Watson finished the 1980 season off with a flourish, scoring a fourth in Montreal and then qualifying ninth at Watkins Glen. The mojo, which in fact had only been temporarily misplaced rather than lost, was back with a vengeance.
Forty-two years on Watson has no qualms when rationalising those times. He still believes that Prost was “being used to try and block Ron and John coming into the team”.
“He was a political pawn to stop the introduction of new management coming in as a partnership to save their own bacon basically,” asserts Watson.
As McLaren passed from its old to its new era, not a huge amount appeared to change at first. Mayer initially remained, as did Watson of course, but while on the face of it there was stability, Dennis and Barnard were actually orchestrating a revolution few could comprehend at the time.

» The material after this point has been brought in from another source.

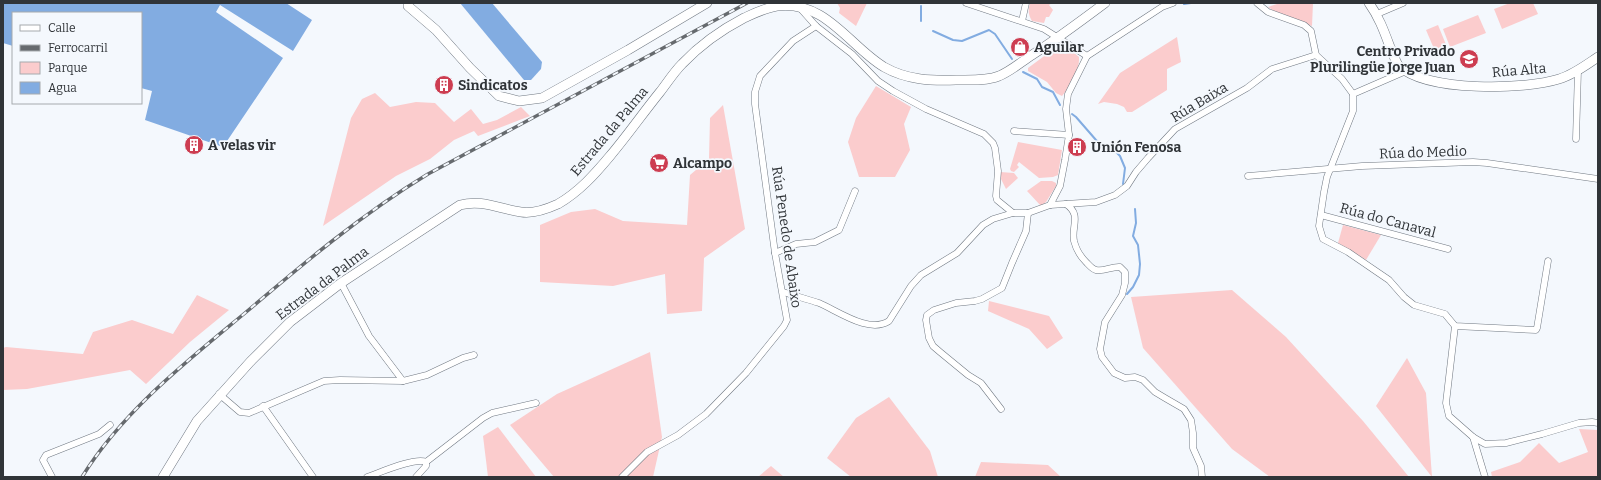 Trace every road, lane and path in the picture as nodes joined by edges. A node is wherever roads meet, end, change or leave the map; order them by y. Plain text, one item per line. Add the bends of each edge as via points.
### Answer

Just four years beyond 1980, McLaren took a dominant championship double after tempting Niki Lauda from retirement, getting TAG to bankroll a Porsche turbo engine and welcoming Prost back after his Renault dream turned into a fractious and political nightmare.
Watson, who won three grands prix for the team between 1981 and 1983, is without doubt one of the unheralded foundations of what was the first iteration of modern day McLaren.
When Lauda was injured just prior to the 1985 European Grand Prix at Brands Hatch, Dennis only considered calling one driver: John Marshall Watson.
How many drivers in that period garnered the respect that Watson did? Not many, certainly not to the extent of getting a invitation back after two years off the F1 grid.
Through the tumult of 1980 Watson was a stable force who wasn’t afraid to fight his corner from misunderstanding and sporting prejudice.
He and others at McLaren saw it out and went on to taste the fruits of their labour, emerging successfully from the time when the team teetered on the kind of precipice that the likes of Brabham, March, Tyrrell and Lotus would eventually fall off.